Hey all, I’m new here and looking to learn and contribute to PyTorch! Has this project already been spinned up since January? If not, let’s resume @suo?

hey! @b0noI might be the best person to summarize our current efforts around developer documentation and ways to help out.

awesome @suo! @b0noI - can you point me in the right direction as to where/how to start and help from here? Thanks!

Hi!

I am thinking of adding a page on the wiki which somewhat achieves a starter version of developer documentation (issue raised here(Adding a page for subfolder/subfile overview/descriptions in the developer wiki · Issue #91842 · pytorch/pytorch · GitHub) ) and thought that this would be of interest to this thread! If I could get permission to add a new page to the wiki, I can get started on documentation of intention/purpose of various subfolders/subfiles etc. in the main repo

Hey @suo is there currently any platform for viewing this documentation?

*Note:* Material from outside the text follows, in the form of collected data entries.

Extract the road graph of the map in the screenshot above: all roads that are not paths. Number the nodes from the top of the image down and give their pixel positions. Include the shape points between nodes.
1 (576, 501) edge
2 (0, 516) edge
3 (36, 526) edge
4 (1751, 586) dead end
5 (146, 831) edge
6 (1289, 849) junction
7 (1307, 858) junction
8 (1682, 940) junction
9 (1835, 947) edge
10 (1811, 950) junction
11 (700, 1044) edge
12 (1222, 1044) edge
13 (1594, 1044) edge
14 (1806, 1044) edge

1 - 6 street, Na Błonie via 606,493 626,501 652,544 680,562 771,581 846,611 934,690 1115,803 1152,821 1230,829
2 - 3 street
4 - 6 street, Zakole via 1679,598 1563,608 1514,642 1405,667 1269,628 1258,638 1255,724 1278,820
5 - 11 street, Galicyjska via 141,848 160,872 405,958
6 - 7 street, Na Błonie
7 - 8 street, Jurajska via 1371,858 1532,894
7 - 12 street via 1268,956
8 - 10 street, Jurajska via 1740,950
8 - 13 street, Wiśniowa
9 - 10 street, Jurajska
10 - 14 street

otherwise, I am totally looking forward to this !!

I would also add the “Developer Notes” section of the main docs website that contain pages like Autograd mechanics — PyTorch 2.2 documentation that would be the closest to developer long-form docs we have.
It does also contain a bit of everything for sure.

Another very low tech option that crosses all your asks above is a good old github-view based markdown doc: nn/doc/index.md at master · torch/nn · GitHub that you expect google to index properly for search.

1 Like

Hey @albanD I have a suggestion to make. Will it be possible to use a service/tool like source code mapper to generate source code maps for all or some parts of the PyTorch project (my interest lies in the _dynamo and _inductor directories under torch)? It would make entry to the ecosystem for new developers very smooth!

There are two ways to use the tool:

  1. I create a fork of PyTorch on my github acc. and setup the tool
  2. PyTorch officially sets it up on the official repo so that anyone in the community can directly see that

I was hoping that the second approach would be better!

Found a relevant link: opensource.guide that lays down some thoughts on the documentation flow!